Banking on Africa: Social and Economic Impact

By Peter Sands, Group Chief Executive, Standard Chartered

Banking On Africa: Social And Economic Impact

All eyes are on Africa. Over the past decade, the continent has consistently grown faster than the world as a whole. And unlike previous resource-driven booms, this time Africa’s success is built on foundations that should be sustainable for the long term.

A new and confident African middle class is emerging, and trade is expanding rapidly, notably with Asia. Meanwhile, Africa is leapfrogging old technologies and embracing the digital revolution, leading the world in innovations such as mobile payments.

Across Africa, the opportunities are compelling. Yet, it would be wrong to deny the challenges – social, political and economic – that face the continent.

Despite Africa’s strong performance, poverty and income inequality continue to be significant challenges. Job creation is not keeping pace with the continent’s rapidly growing population. Lack of investment in infrastructure has left much of Sub-Saharan Africa with an insufficient and unreliable power supply, hampering long-term growth.
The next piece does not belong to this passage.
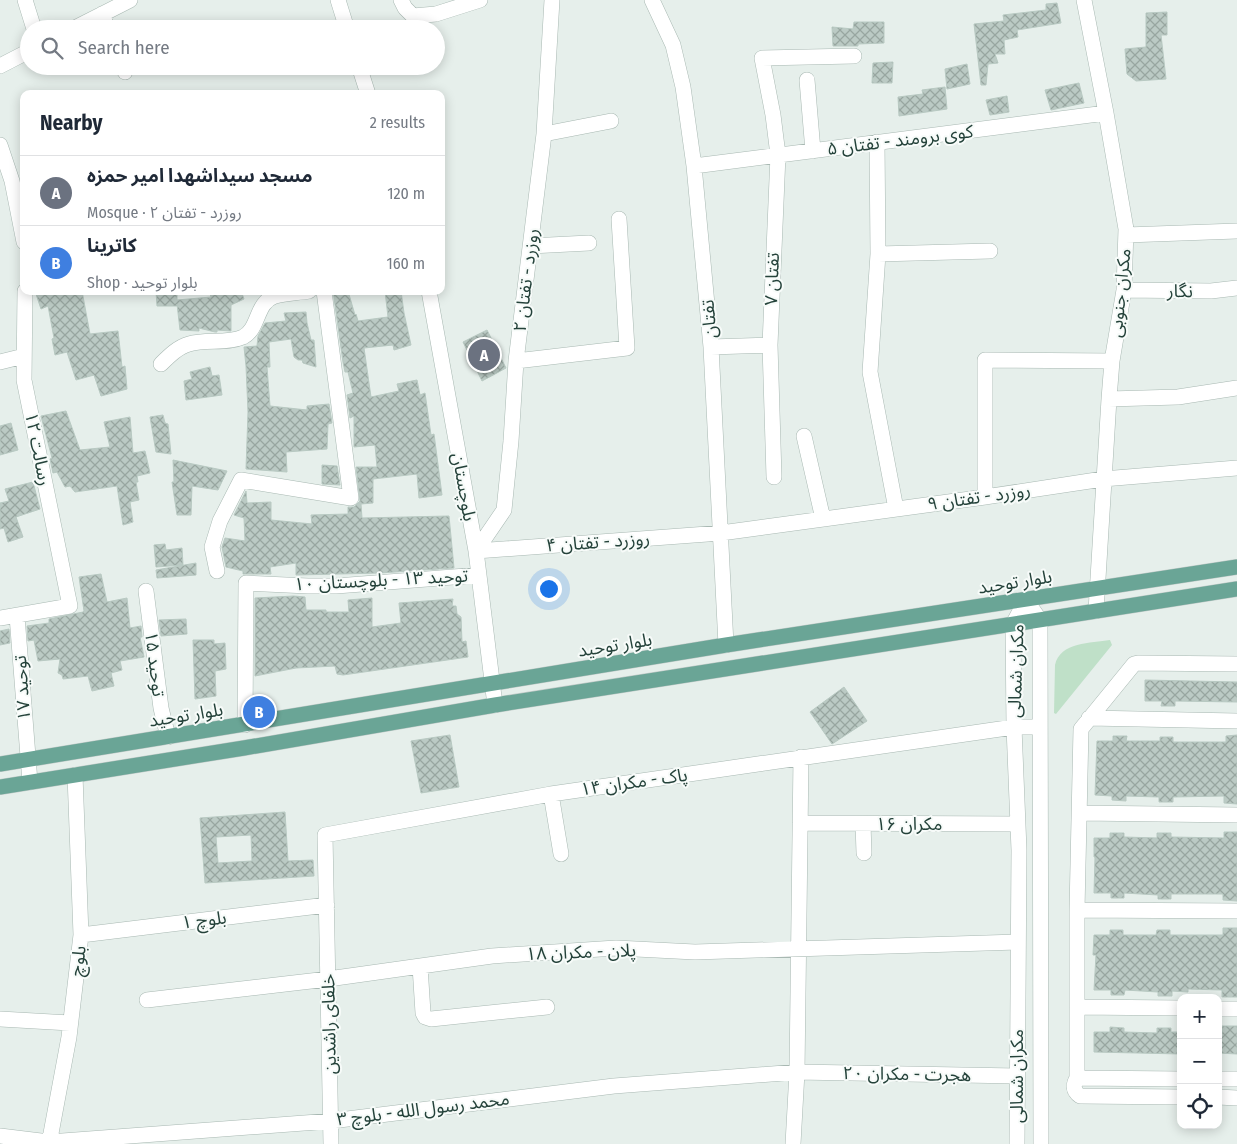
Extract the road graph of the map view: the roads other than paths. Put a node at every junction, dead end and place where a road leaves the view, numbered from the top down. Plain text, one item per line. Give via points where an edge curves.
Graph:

Jobs are essential to eradicating poverty and fostering real development in economies. And banking plays an important role in job creation. Banks fuel employment by providing credit and other financial services that help businesses set up, trade and expand – and by working with governments to remove barriers to economic activity.
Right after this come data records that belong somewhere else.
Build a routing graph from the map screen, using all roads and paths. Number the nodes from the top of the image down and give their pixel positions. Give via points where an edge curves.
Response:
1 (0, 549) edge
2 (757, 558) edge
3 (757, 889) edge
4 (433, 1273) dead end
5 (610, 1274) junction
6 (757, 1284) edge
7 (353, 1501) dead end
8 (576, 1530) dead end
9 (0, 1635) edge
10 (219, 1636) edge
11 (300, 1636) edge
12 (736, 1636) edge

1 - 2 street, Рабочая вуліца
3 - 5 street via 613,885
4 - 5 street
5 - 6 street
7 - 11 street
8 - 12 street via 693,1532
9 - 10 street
We commissioned an independent study to measure the role of Standard Chartered, and of banking more broadly, in generating trade, growth and jobs across Africa, and to find out what we can do better.

In many ways, and for a long time, Africa has been home for Standard Chartered. We opened our first branch on the continent more than 150 years ago. We are investing for the long term in our African franchises, using our knowledge of different local economies, our deep and long-standing relationships and our global network, to support the people and businesses driving trade, investment and the creation of wealth across the continent. We also invest heavily in the development and training of our people – over 98 per cent of our employees in the region are African.

By measuring ripple effects through the economy, this study shows that our operations and financing support some 1.9 million jobs in 13 of the 15 markets where we operate in Sub-Saharan Africa. The bulk of these jobs are in advanced, high value-added sectors – the fast-growing manufacturing and service industries that are changing the face of Africa’s economies.

The study also highlights how we help to remove barriers to job creation, by using our relationships and capabilities in Asia, Africa and the Middle East to mobilise offshore capital for crucial infrastructure investment. Last year, for example, we committed to financing $2 billion in African energy projects, as part of the five-year Power Africa initiative.

Yet, our role is by no means limited to provision of finance. We support job creation in a myriad of other ways – by training local talent, or by introducing innovations that make it easier for people and businesses to access finance, or by helping to develop financial markets and infrastructure that underpin economic activity. In the past few years, we have advised the governments of Nigeria, Ghana and Senegal on their sovereign credit ratings, and worked with Bank of Ghana on the country’s national payments strategy.

This is our fourth and most comprehensive impact study to date, following country-specific reports on Ghana, Indonesia and Bangladesh. As before, we are grateful to Professor Kapstein and Dr René Kim for providing their valuable insights. We will use these to guide us as we continue to evolve our business in Africa.

The study confirms, once again, that small and mediumsized enterprises (SMEs) are powerful job creators. We will invest more time in looking at how we can work with our large corporate clients to support more SMEs through the supply chain. This year, we committed under the Clinton Global Initiative to expand our SME training programme to 5,000 SMEs, many of them in Africa.

We will also explore how we can help create greater inter-linkages between different economic sectors, from farming to manufacturing and distribution; it is through these crucial ‘transmission channels’ that banking translates into real development impact.

Done well, banking is the fuel on which prosperous and healthy economies depend. Articulating what banks do and why it matters, is vital in rebuilding the trust between banks and society that was lost in the wake of the global financial crisis and, six years on, has yet to be fully restored.

In all of our markets, Standard Chartered is committed to supporting our clients and customers, creating value for our shareholders and making a broader contribution to society. We are banking on Africa, enthusiastic about the continent’s potential, and committed to being part of its future.